Copy the entries exactly. Their pictures do not belong in the copy.
══════════════════════════════
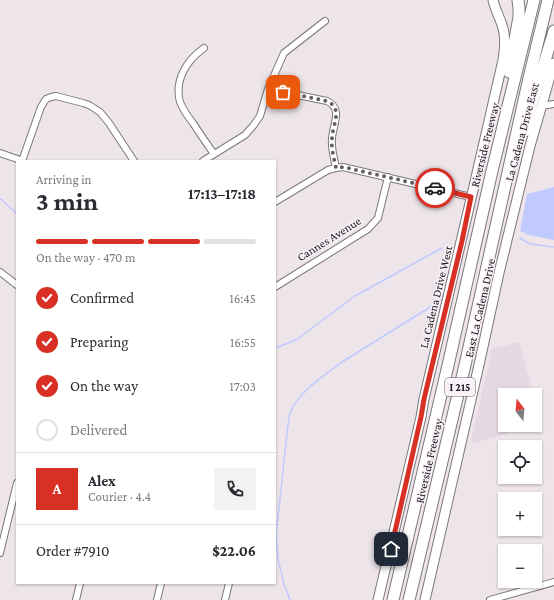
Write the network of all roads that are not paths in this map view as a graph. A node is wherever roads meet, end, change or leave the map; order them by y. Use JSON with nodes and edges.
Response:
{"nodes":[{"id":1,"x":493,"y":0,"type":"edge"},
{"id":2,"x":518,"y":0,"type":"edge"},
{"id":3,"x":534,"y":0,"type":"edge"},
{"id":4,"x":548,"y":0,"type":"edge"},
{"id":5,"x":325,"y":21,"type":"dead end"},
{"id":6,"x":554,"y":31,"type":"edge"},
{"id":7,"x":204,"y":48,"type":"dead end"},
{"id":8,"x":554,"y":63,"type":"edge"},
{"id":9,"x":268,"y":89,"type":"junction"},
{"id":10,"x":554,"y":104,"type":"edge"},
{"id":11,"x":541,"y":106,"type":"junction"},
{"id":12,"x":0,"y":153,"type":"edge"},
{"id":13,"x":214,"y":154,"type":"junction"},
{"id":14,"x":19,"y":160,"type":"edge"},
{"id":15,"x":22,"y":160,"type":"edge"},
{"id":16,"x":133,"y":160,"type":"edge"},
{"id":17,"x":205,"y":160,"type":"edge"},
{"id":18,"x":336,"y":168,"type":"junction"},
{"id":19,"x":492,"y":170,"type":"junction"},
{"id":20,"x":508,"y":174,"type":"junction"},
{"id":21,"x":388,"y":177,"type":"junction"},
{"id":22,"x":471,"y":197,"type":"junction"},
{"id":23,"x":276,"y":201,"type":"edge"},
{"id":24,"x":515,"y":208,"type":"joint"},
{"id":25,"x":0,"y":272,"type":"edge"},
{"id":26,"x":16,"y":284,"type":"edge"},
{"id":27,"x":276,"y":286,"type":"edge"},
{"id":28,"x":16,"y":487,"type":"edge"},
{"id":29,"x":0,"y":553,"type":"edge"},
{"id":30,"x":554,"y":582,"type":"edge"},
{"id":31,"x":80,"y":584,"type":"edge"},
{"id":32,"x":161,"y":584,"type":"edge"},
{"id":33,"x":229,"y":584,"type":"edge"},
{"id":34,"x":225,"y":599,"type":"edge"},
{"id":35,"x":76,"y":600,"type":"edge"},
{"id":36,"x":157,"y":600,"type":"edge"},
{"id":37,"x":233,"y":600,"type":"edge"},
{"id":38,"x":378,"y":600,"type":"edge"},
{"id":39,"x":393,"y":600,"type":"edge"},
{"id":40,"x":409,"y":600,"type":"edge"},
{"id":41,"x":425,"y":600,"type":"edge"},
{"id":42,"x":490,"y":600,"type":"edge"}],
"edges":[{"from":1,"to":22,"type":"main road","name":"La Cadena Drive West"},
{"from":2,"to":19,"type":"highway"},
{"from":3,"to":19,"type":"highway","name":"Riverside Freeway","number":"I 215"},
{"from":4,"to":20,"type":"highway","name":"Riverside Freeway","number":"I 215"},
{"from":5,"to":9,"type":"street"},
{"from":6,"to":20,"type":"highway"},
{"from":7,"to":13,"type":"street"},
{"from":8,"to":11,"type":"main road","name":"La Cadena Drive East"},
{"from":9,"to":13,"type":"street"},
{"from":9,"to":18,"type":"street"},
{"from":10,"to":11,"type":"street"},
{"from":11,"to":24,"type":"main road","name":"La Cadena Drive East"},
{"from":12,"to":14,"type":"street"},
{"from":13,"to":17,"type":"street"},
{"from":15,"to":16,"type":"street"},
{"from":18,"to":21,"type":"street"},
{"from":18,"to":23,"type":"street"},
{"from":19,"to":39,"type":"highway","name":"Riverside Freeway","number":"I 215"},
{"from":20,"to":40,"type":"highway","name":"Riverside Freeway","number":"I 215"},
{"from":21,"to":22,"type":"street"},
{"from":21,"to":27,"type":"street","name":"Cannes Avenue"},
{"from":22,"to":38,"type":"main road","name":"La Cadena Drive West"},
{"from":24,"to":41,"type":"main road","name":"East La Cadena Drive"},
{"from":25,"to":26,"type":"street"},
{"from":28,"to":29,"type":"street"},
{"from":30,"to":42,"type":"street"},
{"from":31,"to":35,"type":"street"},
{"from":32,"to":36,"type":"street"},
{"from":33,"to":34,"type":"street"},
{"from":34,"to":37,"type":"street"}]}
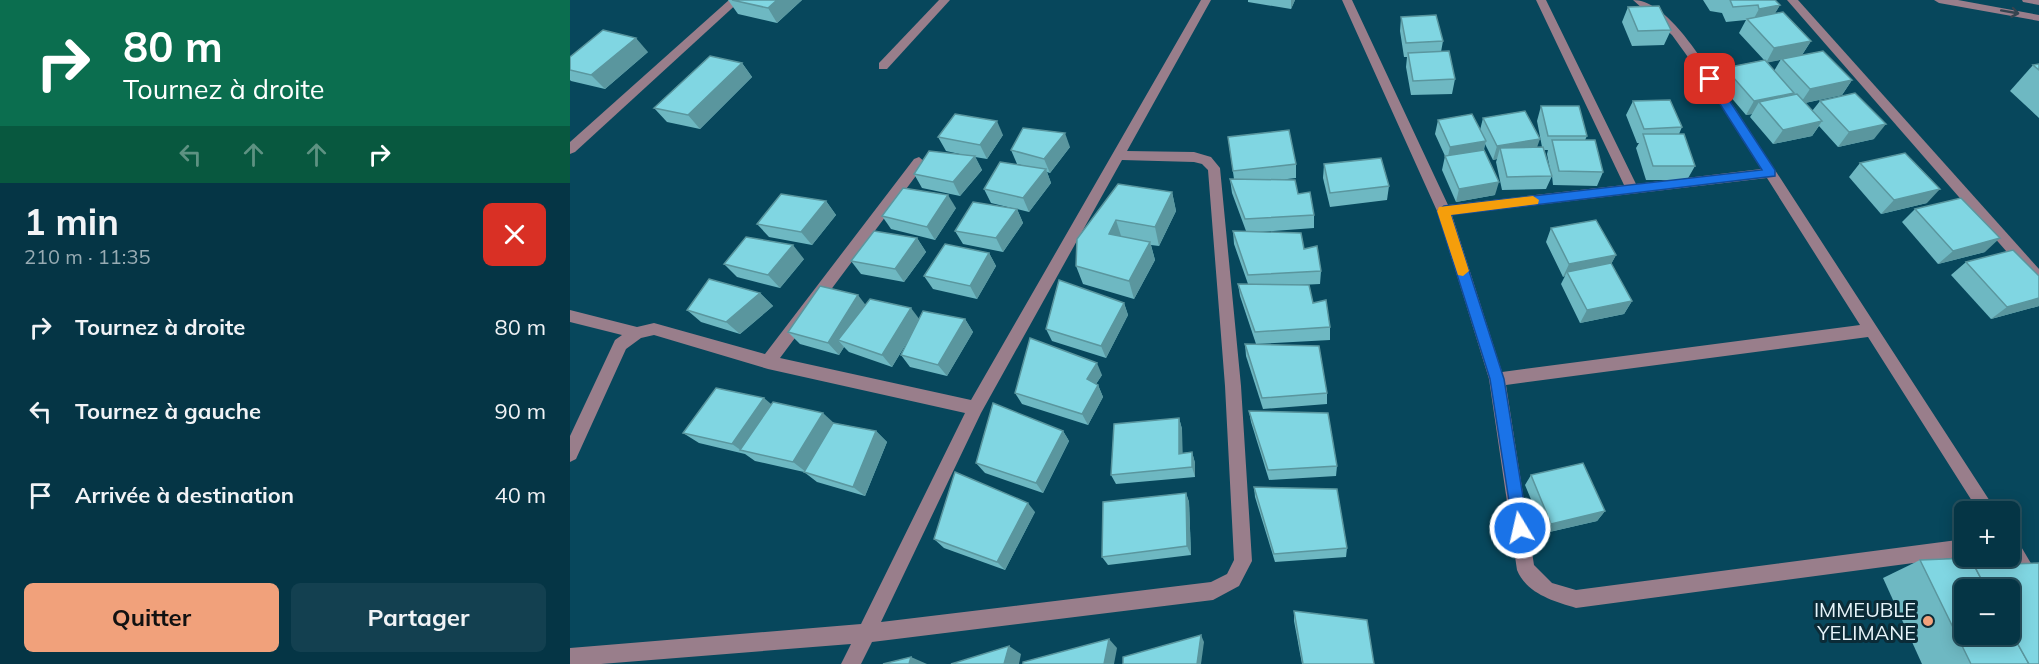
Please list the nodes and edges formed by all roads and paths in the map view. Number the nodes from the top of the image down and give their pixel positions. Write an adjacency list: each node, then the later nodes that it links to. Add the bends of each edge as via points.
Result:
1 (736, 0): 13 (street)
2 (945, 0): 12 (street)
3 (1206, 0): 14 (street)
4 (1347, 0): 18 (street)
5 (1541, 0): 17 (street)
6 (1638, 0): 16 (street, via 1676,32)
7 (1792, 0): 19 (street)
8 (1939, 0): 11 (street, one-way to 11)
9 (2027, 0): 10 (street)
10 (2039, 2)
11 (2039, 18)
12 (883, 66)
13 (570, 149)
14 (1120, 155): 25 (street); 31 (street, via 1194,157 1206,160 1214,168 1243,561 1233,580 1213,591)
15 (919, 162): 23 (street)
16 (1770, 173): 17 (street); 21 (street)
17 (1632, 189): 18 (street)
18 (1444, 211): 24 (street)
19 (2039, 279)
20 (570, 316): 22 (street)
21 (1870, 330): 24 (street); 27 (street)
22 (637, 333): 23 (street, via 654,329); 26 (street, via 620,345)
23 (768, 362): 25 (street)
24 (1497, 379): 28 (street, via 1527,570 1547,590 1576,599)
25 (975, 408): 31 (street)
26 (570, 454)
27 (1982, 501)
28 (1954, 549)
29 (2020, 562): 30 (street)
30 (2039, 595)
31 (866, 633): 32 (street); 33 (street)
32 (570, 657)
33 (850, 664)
══════════════════════════════
• **SOLUTION TO THIS PROBLEM**
Write the network of all roads that are not paths in this map view as a graph. A node is wherever roads meet, end, change or leave the map; order them by y. Use JSON with nodes and edges.
Response:
{"nodes":[{"id":1,"x":493,"y":0,"type":"edge"},
{"id":2,"x":518,"y":0,"type":"edge"},
{"id":3,"x":534,"y":0,"type":"edge"},
{"id":4,"x":548,"y":0,"type":"edge"},
{"id":5,"x":325,"y":21,"type":"dead end"},
{"id":6,"x":554,"y":31,"type":"edge"},
{"id":7,"x":204,"y":48,"type":"dead end"},
{"id":8,"x":554,"y":63,"type":"edge"},
{"id":9,"x":268,"y":89,"type":"junction"},
{"id":10,"x":554,"y":104,"type":"edge"},
{"id":11,"x":541,"y":106,"type":"junction"},
{"id":12,"x":0,"y":153,"type":"edge"},
{"id":13,"x":214,"y":154,"type":"junction"},
{"id":14,"x":19,"y":160,"type":"edge"},
{"id":15,"x":22,"y":160,"type":"edge"},
{"id":16,"x":133,"y":160,"type":"edge"},
{"id":17,"x":205,"y":160,"type":"edge"},
{"id":18,"x":336,"y":168,"type":"junction"},
{"id":19,"x":492,"y":170,"type":"junction"},
{"id":20,"x":508,"y":174,"type":"junction"},
{"id":21,"x":388,"y":177,"type":"junction"},
{"id":22,"x":471,"y":197,"type":"junction"},
{"id":23,"x":276,"y":201,"type":"edge"},
{"id":24,"x":515,"y":208,"type":"joint"},
{"id":25,"x":0,"y":272,"type":"edge"},
{"id":26,"x":16,"y":284,"type":"edge"},
{"id":27,"x":276,"y":286,"type":"edge"},
{"id":28,"x":16,"y":487,"type":"edge"},
{"id":29,"x":0,"y":553,"type":"edge"},
{"id":30,"x":554,"y":582,"type":"edge"},
{"id":31,"x":80,"y":584,"type":"edge"},
{"id":32,"x":161,"y":584,"type":"edge"},
{"id":33,"x":229,"y":584,"type":"edge"},
{"id":34,"x":225,"y":599,"type":"edge"},
{"id":35,"x":76,"y":600,"type":"edge"},
{"id":36,"x":157,"y":600,"type":"edge"},
{"id":37,"x":233,"y":600,"type":"edge"},
{"id":38,"x":378,"y":600,"type":"edge"},
{"id":39,"x":393,"y":600,"type":"edge"},
{"id":40,"x":409,"y":600,"type":"edge"},
{"id":41,"x":425,"y":600,"type":"edge"},
{"id":42,"x":490,"y":600,"type":"edge"}],
"edges":[{"from":1,"to":22,"type":"main road","name":"La Cadena Drive West"},
{"from":2,"to":19,"type":"highway"},
{"from":3,"to":19,"type":"highway","name":"Riverside Freeway","number":"I 215"},
{"from":4,"to":20,"type":"highway","name":"Riverside Freeway","number":"I 215"},
{"from":5,"to":9,"type":"street"},
{"from":6,"to":20,"type":"highway"},
{"from":7,"to":13,"type":"street"},
{"from":8,"to":11,"type":"main road","name":"La Cadena Drive East"},
{"from":9,"to":13,"type":"street"},
{"from":9,"to":18,"type":"street"},
{"from":10,"to":11,"type":"street"},
{"from":11,"to":24,"type":"main road","name":"La Cadena Drive East"},
{"from":12,"to":14,"type":"street"},
{"from":13,"to":17,"type":"street"},
{"from":15,"to":16,"type":"street"},
{"from":18,"to":21,"type":"street"},
{"from":18,"to":23,"type":"street"},
{"from":19,"to":39,"type":"highway","name":"Riverside Freeway","number":"I 215"},
{"from":20,"to":40,"type":"highway","name":"Riverside Freeway","number":"I 215"},
{"from":21,"to":22,"type":"street"},
{"from":21,"to":27,"type":"street","name":"Cannes Avenue"},
{"from":22,"to":38,"type":"main road","name":"La Cadena Drive West"},
{"from":24,"to":41,"type":"main road","name":"East La Cadena Drive"},
{"from":25,"to":26,"type":"street"},
{"from":28,"to":29,"type":"street"},
{"from":30,"to":42,"type":"street"},
{"from":31,"to":35,"type":"street"},
{"from":32,"to":36,"type":"street"},
{"from":33,"to":34,"type":"street"},
{"from":34,"to":37,"type":"street"}]}
Please list the nodes and edges formed by all roads and paths in the map view. Number the nodes from the top of the image down and give their pixel positions. Write an adjacency list: each node, then the later nodes that it links to. Add the bends of each edge as via points.
Result:
1 (736, 0): 13 (street)
2 (945, 0): 12 (street)
3 (1206, 0): 14 (street)
4 (1347, 0): 18 (street)
5 (1541, 0): 17 (street)
6 (1638, 0): 16 (street, via 1676,32)
7 (1792, 0): 19 (street)
8 (1939, 0): 11 (street, one-way to 11)
9 (2027, 0): 10 (street)
10 (2039, 2)
11 (2039, 18)
12 (883, 66)
13 (570, 149)
14 (1120, 155): 25 (street); 31 (street, via 1194,157 1206,160 1214,168 1243,561 1233,580 1213,591)
15 (919, 162): 23 (street)
16 (1770, 173): 17 (street); 21 (street)
17 (1632, 189): 18 (street)
18 (1444, 211): 24 (street)
19 (2039, 279)
20 (570, 316): 22 (street)
21 (1870, 330): 24 (street); 27 (street)
22 (637, 333): 23 (street, via 654,329); 26 (street, via 620,345)
23 (768, 362): 25 (street)
24 (1497, 379): 28 (street, via 1527,570 1547,590 1576,599)
25 (975, 408): 31 (street)
26 (570, 454)
27 (1982, 501)
28 (1954, 549)
29 (2020, 562): 30 (street)
30 (2039, 595)
31 (866, 633): 32 (street); 33 (street)
32 (570, 657)
33 (850, 664)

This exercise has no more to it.